This time of year, is possibly the most stressful part of your education! That could possibly be because you have exams around the corner. Feeling anxious, nervous and worried is very common and everyone has been at this stage once upon a time.
When I was completing my GCSE’s I always had an issue with being organised. So, I decided to make a timetable which helped me plan my revision time. It can be a struggle to stay focused because you can be easily distracted. A revision timetable is a great way to help you plan wisely and focus your efforts in order for you to revise efficiently and achieve your highest possible grades.
Think of this as your first stepping stone to success.
My top tip is to find past exam papers and practise doing a mock exam. Do it under strict exam conditions (so no TV, phones or a cheeky google) to get used to the time constraints and the intensity of focussing on the exam without distractions or being able to ask for help. This will help you develop and improve your exam skills because you will have an understanding of how the exam questions are written.
Once you have completed the mock exam download the mark sheet and see how you did (no cheating). It will also help you identify areas where your knowledge of the subject is weaker, giving you a goal for further revision.
Whether it’s asking your parents, teachers or another member of your family, asking those ‘silly’ or ‘simple’ questions could be the difference between earning an A or a C in your exam. If you’re stuck and need some more help, stay behind at school so you can go to a revision session. Remember no question is a silly question!
Feeling stressed is a common issue when the exam period is lurking. If you get stuck or you are finding the pressure too intense take a break: get a drink, look through social media, go for a walk, play some sport or have a game on FIFA, anything that helps you relax.
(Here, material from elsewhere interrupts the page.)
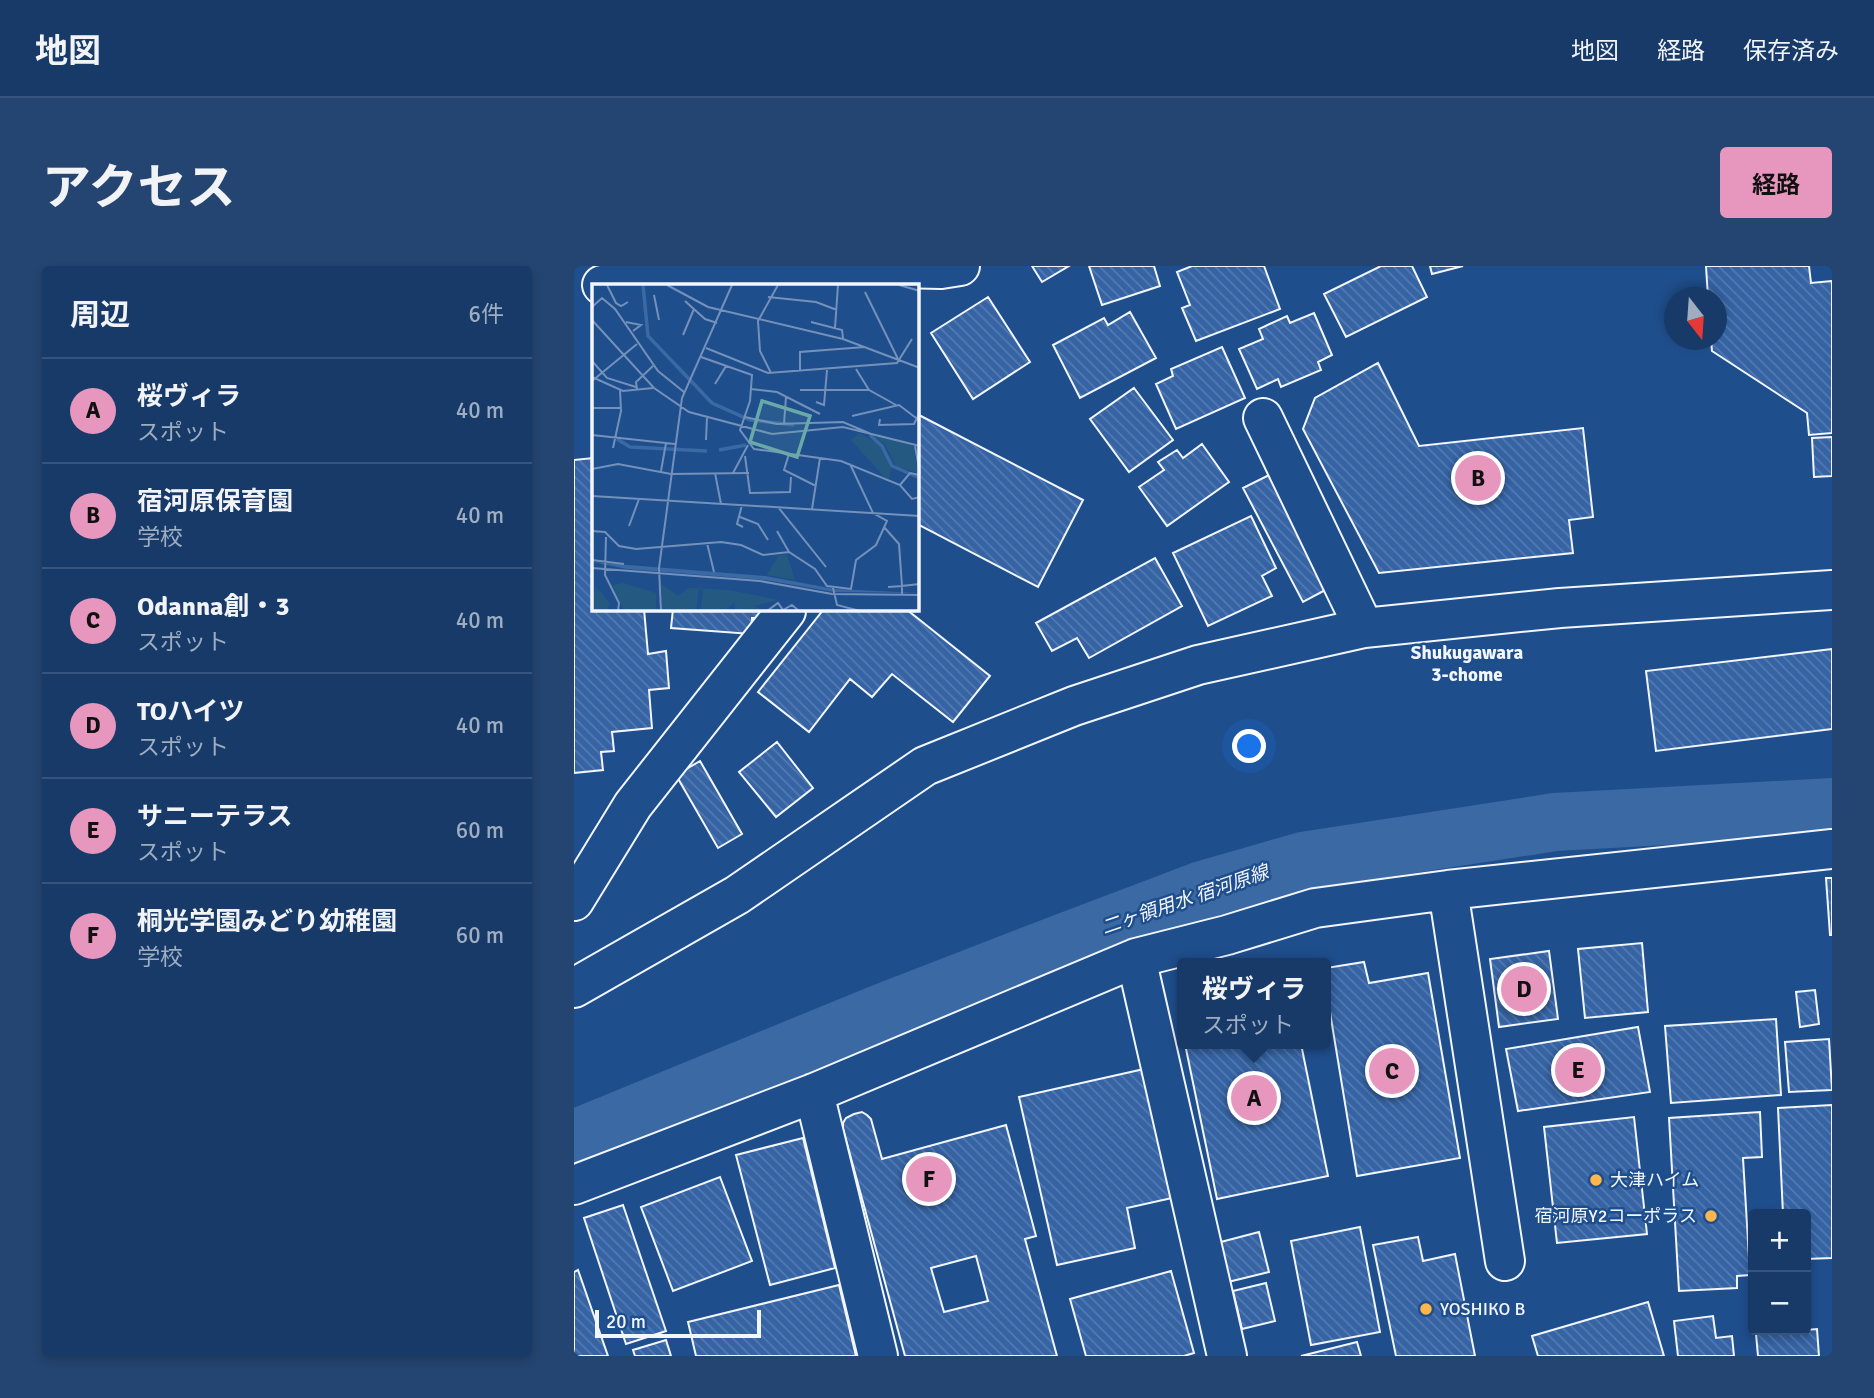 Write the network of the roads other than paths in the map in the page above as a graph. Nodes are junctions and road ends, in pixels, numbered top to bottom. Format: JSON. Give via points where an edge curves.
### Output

Taking regular breaks helps your brain have time to rest, giving you the ability to concentrate better on those facts and figures.
Cramming 10 hours straight of revision won’t help you achieve the best grades, so make sure you know when to revise, use your revision guide to help you plan breaks.
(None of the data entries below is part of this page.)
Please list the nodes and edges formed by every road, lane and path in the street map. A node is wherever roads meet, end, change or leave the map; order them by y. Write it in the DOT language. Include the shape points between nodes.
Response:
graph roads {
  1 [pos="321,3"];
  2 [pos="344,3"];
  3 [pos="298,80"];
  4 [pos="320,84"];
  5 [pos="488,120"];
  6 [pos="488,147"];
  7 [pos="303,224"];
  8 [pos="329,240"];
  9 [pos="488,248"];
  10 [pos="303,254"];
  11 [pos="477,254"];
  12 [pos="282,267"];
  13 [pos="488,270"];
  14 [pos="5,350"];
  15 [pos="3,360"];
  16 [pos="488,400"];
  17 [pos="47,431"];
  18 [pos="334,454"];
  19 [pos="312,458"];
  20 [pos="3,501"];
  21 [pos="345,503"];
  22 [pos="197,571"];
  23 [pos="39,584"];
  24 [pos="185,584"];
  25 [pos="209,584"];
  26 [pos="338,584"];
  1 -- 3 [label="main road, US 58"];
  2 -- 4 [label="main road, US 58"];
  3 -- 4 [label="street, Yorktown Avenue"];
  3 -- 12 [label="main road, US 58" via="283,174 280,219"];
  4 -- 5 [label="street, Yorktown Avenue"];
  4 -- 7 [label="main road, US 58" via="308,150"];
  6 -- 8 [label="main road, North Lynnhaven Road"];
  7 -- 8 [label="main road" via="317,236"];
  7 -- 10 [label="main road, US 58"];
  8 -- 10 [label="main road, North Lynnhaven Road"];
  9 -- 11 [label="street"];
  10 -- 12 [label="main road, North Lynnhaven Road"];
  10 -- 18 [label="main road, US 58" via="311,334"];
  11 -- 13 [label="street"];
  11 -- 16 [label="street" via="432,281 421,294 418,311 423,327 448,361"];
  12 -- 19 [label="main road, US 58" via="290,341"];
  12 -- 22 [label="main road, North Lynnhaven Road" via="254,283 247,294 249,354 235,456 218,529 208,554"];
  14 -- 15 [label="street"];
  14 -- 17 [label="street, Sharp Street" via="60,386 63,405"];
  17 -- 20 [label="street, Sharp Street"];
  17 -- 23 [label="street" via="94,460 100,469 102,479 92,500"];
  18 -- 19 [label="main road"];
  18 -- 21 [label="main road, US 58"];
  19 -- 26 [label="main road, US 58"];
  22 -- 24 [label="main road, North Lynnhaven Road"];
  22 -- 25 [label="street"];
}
Your break should include a little snack to kerb your hunger and give you a boost. Revising can be a very demanding time although so can your tummy if you haven’t eaten! Don’t go to the shop and fill yourself up with unhealthy snacks that are high in sugar; have some fruit, nuts or a glass of water to help fuel your concentration levels.
Sleeping is the key to success. An average student needs around 7.5 – 9 hours a day to be fully functional. During the exam period, you need to try and get into a routine, set an alarm and stick to it. Just think once you’ve finished your final exams you can lounge around and sleep at midnight. That’s your ‘chill time’!
Having the right equipment for both revision and the exam is important, being prepared will help you to feel calmer! So, make sure you have at least 2 pens and 2 pencils; that are sharpened. Remember you will need those all-important accessories too: a rubber, ruler, scientific calculator and for some extra brain power, a bottle of water.
The idea of bounce is to bounce questions and exam related information of your friends that you may see in the upcoming exam paper. Walking to the exam hall can be an emotional rollercoaster and you may feel nervous. Everyone handles stress in different ways, but if you go in calm and collected you will be able to focus on the task at hand.
While walking to the exam hall, why not fill the time by questioning each other on topics that may come up in the exam. If you or your friend answer incorrectly explain to each other where you went wrong. You could earn a couple of extra marks in the long run.
When I did my mock exams, I used to rush through it thinking it was a race to then realise I have over a 1 hour left of the exam. Sitting there being bored in nothing to be proud of and it could also lead to getting the answers wrong, simply because you rushed. You may want to get the exam over and done with quickly, so you no longer have to think about it, but rushing isn’t the answer; thinking about your answers is far more important than being the first to finish.
If you get stuck on a particular question, take a deep breath and move on to the next, revisit the questions you had difficulty with at the end, that way you won’t use up your exam time on one or two questions, ensuring you have time to complete. Make sure you always double check your answers during the exam and at the end and make sure you use your time wisely.
No matter what happens in your exams there are plenty of paths whether you get A’s or if you get a lower grade than expected, there will always be an option for you, from apprenticeships through to college or university.